Exercise:
Every line below should be repeated exactly as written.

*** Opening of Data ***

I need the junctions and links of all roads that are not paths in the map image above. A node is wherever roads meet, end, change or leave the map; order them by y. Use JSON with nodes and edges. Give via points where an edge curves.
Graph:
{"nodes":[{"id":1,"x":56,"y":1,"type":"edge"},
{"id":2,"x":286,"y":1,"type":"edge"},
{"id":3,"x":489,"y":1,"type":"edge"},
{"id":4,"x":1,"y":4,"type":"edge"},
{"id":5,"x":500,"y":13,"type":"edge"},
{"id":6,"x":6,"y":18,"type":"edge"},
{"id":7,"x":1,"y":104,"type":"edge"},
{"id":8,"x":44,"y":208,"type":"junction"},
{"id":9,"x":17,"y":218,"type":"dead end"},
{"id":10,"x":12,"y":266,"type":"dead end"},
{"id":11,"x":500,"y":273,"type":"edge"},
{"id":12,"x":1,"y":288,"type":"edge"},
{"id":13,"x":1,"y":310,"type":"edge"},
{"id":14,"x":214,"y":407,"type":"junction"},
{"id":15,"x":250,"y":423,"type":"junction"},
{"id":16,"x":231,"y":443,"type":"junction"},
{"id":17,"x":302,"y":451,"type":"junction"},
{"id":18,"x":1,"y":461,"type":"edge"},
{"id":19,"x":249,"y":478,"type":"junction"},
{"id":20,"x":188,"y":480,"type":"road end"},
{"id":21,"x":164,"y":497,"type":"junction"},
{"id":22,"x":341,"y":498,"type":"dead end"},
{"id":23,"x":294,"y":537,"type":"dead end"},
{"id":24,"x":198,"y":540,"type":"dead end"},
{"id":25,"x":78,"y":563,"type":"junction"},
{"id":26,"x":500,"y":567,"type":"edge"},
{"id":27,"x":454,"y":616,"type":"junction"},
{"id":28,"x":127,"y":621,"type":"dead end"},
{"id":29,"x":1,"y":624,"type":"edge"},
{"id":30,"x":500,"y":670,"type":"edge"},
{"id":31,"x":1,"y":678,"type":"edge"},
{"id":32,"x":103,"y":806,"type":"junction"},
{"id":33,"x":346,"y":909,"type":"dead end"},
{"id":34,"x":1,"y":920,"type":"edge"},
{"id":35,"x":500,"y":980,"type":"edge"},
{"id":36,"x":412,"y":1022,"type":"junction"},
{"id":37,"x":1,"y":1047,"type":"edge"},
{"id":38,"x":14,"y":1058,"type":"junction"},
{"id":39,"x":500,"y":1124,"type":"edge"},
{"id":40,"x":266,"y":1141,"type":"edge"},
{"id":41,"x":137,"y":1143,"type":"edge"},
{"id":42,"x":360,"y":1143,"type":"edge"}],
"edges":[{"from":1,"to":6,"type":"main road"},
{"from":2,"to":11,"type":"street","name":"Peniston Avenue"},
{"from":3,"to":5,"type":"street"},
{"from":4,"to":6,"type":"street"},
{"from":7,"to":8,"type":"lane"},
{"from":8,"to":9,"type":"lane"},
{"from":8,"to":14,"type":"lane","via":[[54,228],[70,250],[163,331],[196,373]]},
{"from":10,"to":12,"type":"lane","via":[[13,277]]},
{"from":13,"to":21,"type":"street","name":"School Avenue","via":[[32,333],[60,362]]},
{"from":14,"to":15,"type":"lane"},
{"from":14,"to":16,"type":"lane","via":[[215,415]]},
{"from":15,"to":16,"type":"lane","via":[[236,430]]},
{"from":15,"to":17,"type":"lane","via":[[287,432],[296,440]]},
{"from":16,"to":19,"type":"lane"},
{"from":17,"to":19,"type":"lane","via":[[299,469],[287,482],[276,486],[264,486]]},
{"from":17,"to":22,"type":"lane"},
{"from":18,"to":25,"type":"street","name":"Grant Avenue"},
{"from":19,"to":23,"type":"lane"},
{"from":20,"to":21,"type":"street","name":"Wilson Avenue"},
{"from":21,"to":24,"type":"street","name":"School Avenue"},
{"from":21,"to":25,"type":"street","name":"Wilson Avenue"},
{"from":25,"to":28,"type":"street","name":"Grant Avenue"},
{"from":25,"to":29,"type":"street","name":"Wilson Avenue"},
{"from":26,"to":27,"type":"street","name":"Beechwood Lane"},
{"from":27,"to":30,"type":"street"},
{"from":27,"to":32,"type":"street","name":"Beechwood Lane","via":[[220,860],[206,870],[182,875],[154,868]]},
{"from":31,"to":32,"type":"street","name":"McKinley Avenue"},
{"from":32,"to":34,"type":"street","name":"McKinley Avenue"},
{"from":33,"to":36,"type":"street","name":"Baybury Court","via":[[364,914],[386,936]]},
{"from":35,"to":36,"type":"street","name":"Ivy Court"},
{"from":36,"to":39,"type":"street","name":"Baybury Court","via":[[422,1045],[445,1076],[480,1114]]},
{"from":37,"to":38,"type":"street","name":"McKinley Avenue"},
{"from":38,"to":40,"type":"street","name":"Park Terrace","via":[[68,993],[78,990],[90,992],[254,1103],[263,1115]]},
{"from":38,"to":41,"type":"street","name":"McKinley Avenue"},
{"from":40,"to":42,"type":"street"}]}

*** Close of Data ***

Answer for the task:
I need the junctions and links of all roads that are not paths in the map image above. A node is wherever roads meet, end, change or leave the map; order them by y. Use JSON with nodes and edges. Give via points where an edge curves.
Graph:
{"nodes":[{"id":1,"x":56,"y":1,"type":"edge"},
{"id":2,"x":286,"y":1,"type":"edge"},
{"id":3,"x":489,"y":1,"type":"edge"},
{"id":4,"x":1,"y":4,"type":"edge"},
{"id":5,"x":500,"y":13,"type":"edge"},
{"id":6,"x":6,"y":18,"type":"edge"},
{"id":7,"x":1,"y":104,"type":"edge"},
{"id":8,"x":44,"y":208,"type":"junction"},
{"id":9,"x":17,"y":218,"type":"dead end"},
{"id":10,"x":12,"y":266,"type":"dead end"},
{"id":11,"x":500,"y":273,"type":"edge"},
{"id":12,"x":1,"y":288,"type":"edge"},
{"id":13,"x":1,"y":310,"type":"edge"},
{"id":14,"x":214,"y":407,"type":"junction"},
{"id":15,"x":250,"y":423,"type":"junction"},
{"id":16,"x":231,"y":443,"type":"junction"},
{"id":17,"x":302,"y":451,"type":"junction"},
{"id":18,"x":1,"y":461,"type":"edge"},
{"id":19,"x":249,"y":478,"type":"junction"},
{"id":20,"x":188,"y":480,"type":"road end"},
{"id":21,"x":164,"y":497,"type":"junction"},
{"id":22,"x":341,"y":498,"type":"dead end"},
{"id":23,"x":294,"y":537,"type":"dead end"},
{"id":24,"x":198,"y":540,"type":"dead end"},
{"id":25,"x":78,"y":563,"type":"junction"},
{"id":26,"x":500,"y":567,"type":"edge"},
{"id":27,"x":454,"y":616,"type":"junction"},
{"id":28,"x":127,"y":621,"type":"dead end"},
{"id":29,"x":1,"y":624,"type":"edge"},
{"id":30,"x":500,"y":670,"type":"edge"},
{"id":31,"x":1,"y":678,"type":"edge"},
{"id":32,"x":103,"y":806,"type":"junction"},
{"id":33,"x":346,"y":909,"type":"dead end"},
{"id":34,"x":1,"y":920,"type":"edge"},
{"id":35,"x":500,"y":980,"type":"edge"},
{"id":36,"x":412,"y":1022,"type":"junction"},
{"id":37,"x":1,"y":1047,"type":"edge"},
{"id":38,"x":14,"y":1058,"type":"junction"},
{"id":39,"x":500,"y":1124,"type":"edge"},
{"id":40,"x":266,"y":1141,"type":"edge"},
{"id":41,"x":137,"y":1143,"type":"edge"},
{"id":42,"x":360,"y":1143,"type":"edge"}],
"edges":[{"from":1,"to":6,"type":"main road"},
{"from":2,"to":11,"type":"street","name":"Peniston Avenue"},
{"from":3,"to":5,"type":"street"},
{"from":4,"to":6,"type":"street"},
{"from":7,"to":8,"type":"lane"},
{"from":8,"to":9,"type":"lane"},
{"from":8,"to":14,"type":"lane","via":[[54,228],[70,250],[163,331],[196,373]]},
{"from":10,"to":12,"type":"lane","via":[[13,277]]},
{"from":13,"to":21,"type":"street","name":"School Avenue","via":[[32,333],[60,362]]},
{"from":14,"to":15,"type":"lane"},
{"from":14,"to":16,"type":"lane","via":[[215,415]]},
{"from":15,"to":16,"type":"lane","via":[[236,430]]},
{"from":15,"to":17,"type":"lane","via":[[287,432],[296,440]]},
{"from":16,"to":19,"type":"lane"},
{"from":17,"to":19,"type":"lane","via":[[299,469],[287,482],[276,486],[264,486]]},
{"from":17,"to":22,"type":"lane"},
{"from":18,"to":25,"type":"street","name":"Grant Avenue"},
{"from":19,"to":23,"type":"lane"},
{"from":20,"to":21,"type":"street","name":"Wilson Avenue"},
{"from":21,"to":24,"type":"street","name":"School Avenue"},
{"from":21,"to":25,"type":"street","name":"Wilson Avenue"},
{"from":25,"to":28,"type":"street","name":"Grant Avenue"},
{"from":25,"to":29,"type":"street","name":"Wilson Avenue"},
{"from":26,"to":27,"type":"street","name":"Beechwood Lane"},
{"from":27,"to":30,"type":"street"},
{"from":27,"to":32,"type":"street","name":"Beechwood Lane","via":[[220,860],[206,870],[182,875],[154,868]]},
{"from":31,"to":32,"type":"street","name":"McKinley Avenue"},
{"from":32,"to":34,"type":"street","name":"McKinley Avenue"},
{"from":33,"to":36,"type":"street","name":"Baybury Court","via":[[364,914],[386,936]]},
{"from":35,"to":36,"type":"street","name":"Ivy Court"},
{"from":36,"to":39,"type":"street","name":"Baybury Court","via":[[422,1045],[445,1076],[480,1114]]},
{"from":37,"to":38,"type":"street","name":"McKinley Avenue"},
{"from":38,"to":40,"type":"street","name":"Park Terrace","via":[[68,993],[78,990],[90,992],[254,1103],[263,1115]]},
{"from":38,"to":41,"type":"street","name":"McKinley Avenue"},
{"from":40,"to":42,"type":"street"}]}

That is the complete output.